Tuesday, May 27, 2014

Breathtaking - Twyfelfontein Country Lodge Namibia

The Twyfelfontein Country Lodge is located in the Huab valley in Namibia’s Kunene region (formerly known as Damaraland). The area, known as the Twyfelfontein Uibasen Conservancy, boasts various rock engravings and paintings. These are a silent testimony to the first hunter-gatherer and subsequent Khoi-San inhabitants of 6 000 years ago, who used the area as a place of worship and shaman rituals. There are 17 different sites of rock paintings, totalling 212 stone slabs.

 
The developers of the lodge used natural stone and thatch and chose paint hues to match that of the surrounding rocks and plains. Recently a visitor centre was erected and was also built and designed to blend into the red sandstone of the environment. Twyfelfontein welcomes as many as 40 000 visitors per year. For those puzzled by the name: a farmer that settled on the land in 1946 named it Twyfelfontein (Afrikaans for uncertain or doubtful spring) as he was unsure whether the spring called /Ui-//aes on the farm would provide enough water.

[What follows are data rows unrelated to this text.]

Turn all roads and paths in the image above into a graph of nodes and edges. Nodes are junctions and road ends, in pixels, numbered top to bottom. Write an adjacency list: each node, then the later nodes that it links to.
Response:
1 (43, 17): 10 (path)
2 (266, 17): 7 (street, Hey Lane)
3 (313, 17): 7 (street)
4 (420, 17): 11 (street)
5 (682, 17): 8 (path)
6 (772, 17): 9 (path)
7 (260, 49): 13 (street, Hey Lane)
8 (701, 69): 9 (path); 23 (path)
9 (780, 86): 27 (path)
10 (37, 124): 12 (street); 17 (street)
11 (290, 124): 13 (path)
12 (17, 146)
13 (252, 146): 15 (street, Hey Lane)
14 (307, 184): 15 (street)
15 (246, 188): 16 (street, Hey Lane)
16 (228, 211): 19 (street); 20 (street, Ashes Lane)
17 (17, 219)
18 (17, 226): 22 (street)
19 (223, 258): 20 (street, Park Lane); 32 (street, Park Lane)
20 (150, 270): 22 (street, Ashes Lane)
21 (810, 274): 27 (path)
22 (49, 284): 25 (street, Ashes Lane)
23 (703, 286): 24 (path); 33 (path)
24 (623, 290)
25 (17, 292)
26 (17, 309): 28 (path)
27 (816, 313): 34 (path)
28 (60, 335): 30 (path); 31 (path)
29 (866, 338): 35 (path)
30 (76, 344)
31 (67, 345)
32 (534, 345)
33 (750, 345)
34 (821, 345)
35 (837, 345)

Guest accommodation comprises 56 en-suite double rooms, a lounge, open dining room and a bar where you can swop stories with fellow visitors. The lodge caters for a host of activities, ranging from swimming facilities, cycling the area or on guided nature walks and safaris. The many Namibian plant species, among which the unique Welwitschia, will delight plant lovers. Elephants, rhinoceros and giraffe are some of the wildlife that adapted to the desert climate of the Namib that can be seen roaming the area.

 
Those interested in geology will also be in for a treat: volcanic activity of eons ago led to spectacular rock formations that can be viewed at the Organ Pipes, Burnt Mountains, Doros Crater and Petrified Forest. They are all in the vicinity of the lodge.

Twyfelfontein Country Lodge is approximately 100 km west of Khorixas and 430 km northwest of the Namibian capital, Windhoek. It can be reached by air or by road (travel along the C39, turn off at D2612, join D3254).